EXCERPTED RECORDS Block Start
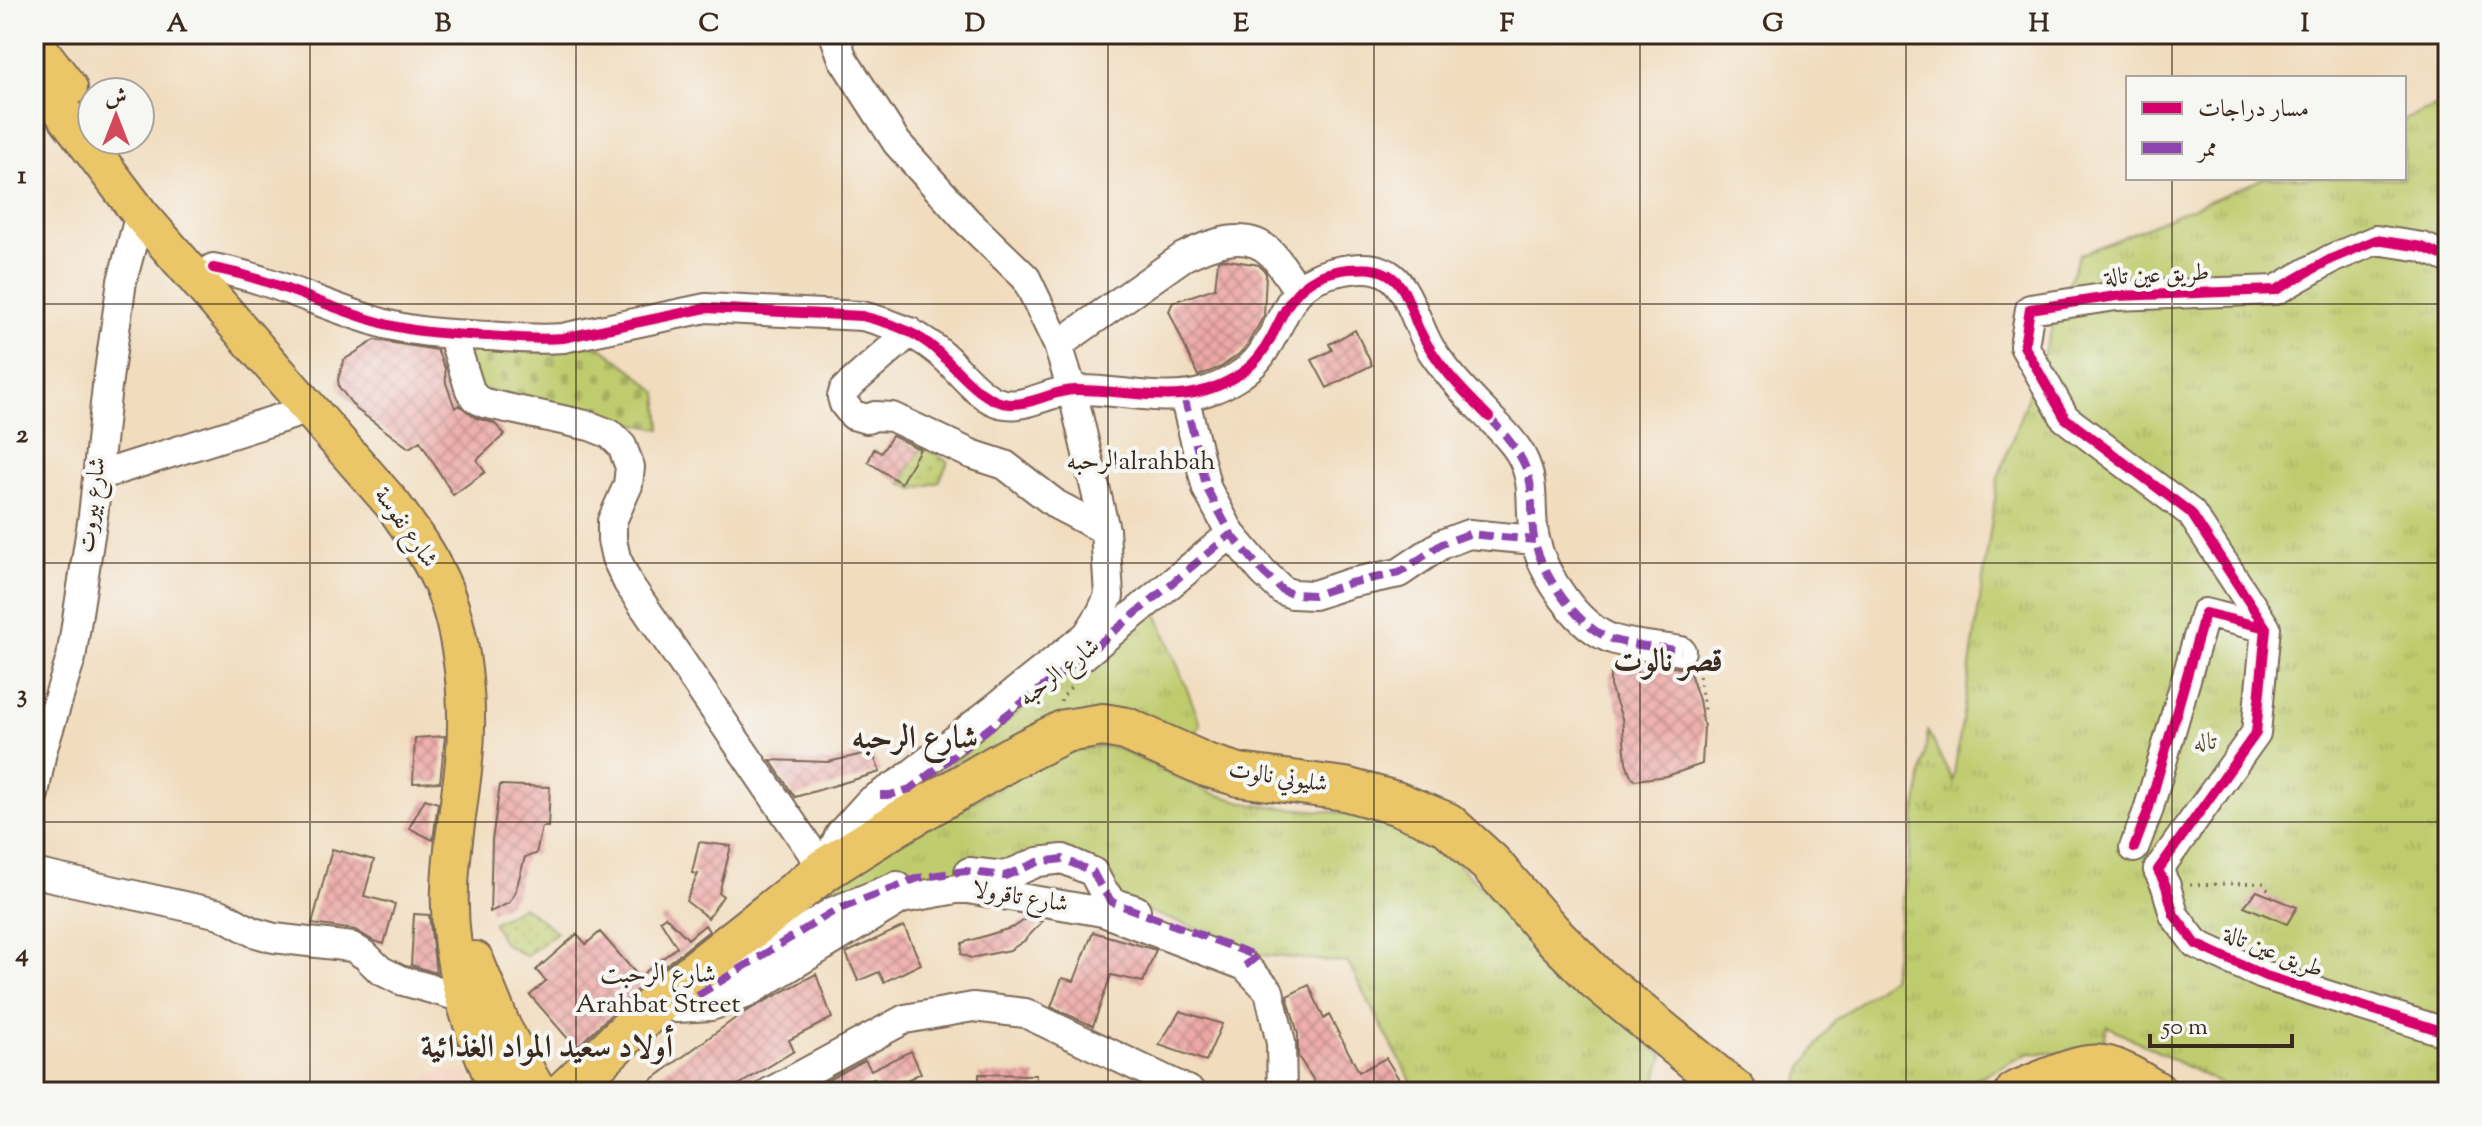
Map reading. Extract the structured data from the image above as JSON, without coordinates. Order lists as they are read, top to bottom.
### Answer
{
  "streets": {
    "highway": ["شليوني نالوت"],
    "main road": ["شارع نفوسة"],
    "street": [
      "طريق عين تالة",
      "شارع بيروت",
      "شارع الرحبه",
      "شارع تاقرولا"
    ]
  },
  "crossings": [
    ["شارع بيروت", "شارع نفوسة"]
  ],
  "districts": [
    "الرحبهalrahbah",
    "قصر نالوت",
    "شارع الرحبه",
    "شارع الرحبت Arahbat Street",
    "أولاد سعيد المواد الغذائية"
  ],
  "parks": ["تاله"],
  "legend": ["مسار دراجات", "ممر"],
  "scale_bar": "50 m",
  "north": "top",
  "grid": {
    "columns": [
      "A",
      "B",
      "C",
      "D",
      "E",
      "F",
      "G",
      "H",
      "I"
    ],
    "rows": [
      "1",
      "2",
      "3",
      "4"
    ]
  }
}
EXCERPTED RECORDS Block End
• _ASSIGNMENT_: Output each line exactly as shown above; no pictures go in the copy.

• _EXERCISE RESPONSE_:
Map reading. Extract the structured data from the image above as JSON, without coordinates. Order lists as they are read, top to bottom.
### Answer
{
  "streets": {
    "highway": ["شليوني نالوت"],
    "main road": ["شارع نفوسة"],
    "street": [
      "طريق عين تالة",
      "شارع بيروت",
      "شارع الرحبه",
      "شارع تاقرولا"
    ]
  },
  "crossings": [
    ["شارع بيروت", "شارع نفوسة"]
  ],
  "districts": [
    "الرحبهalrahbah",
    "قصر نالوت",
    "شارع الرحبه",
    "شارع الرحبت Arahbat Street",
    "أولاد سعيد المواد الغذائية"
  ],
  "parks": ["تاله"],
  "legend": ["مسار دراجات", "ممر"],
  "scale_bar": "50 m",
  "north": "top",
  "grid": {
    "columns": [
      "A",
      "B",
      "C",
      "D",
      "E",
      "F",
      "G",
      "H",
      "I"
    ],
    "rows": [
      "1",
      "2",
      "3",
      "4"
    ]
  }
}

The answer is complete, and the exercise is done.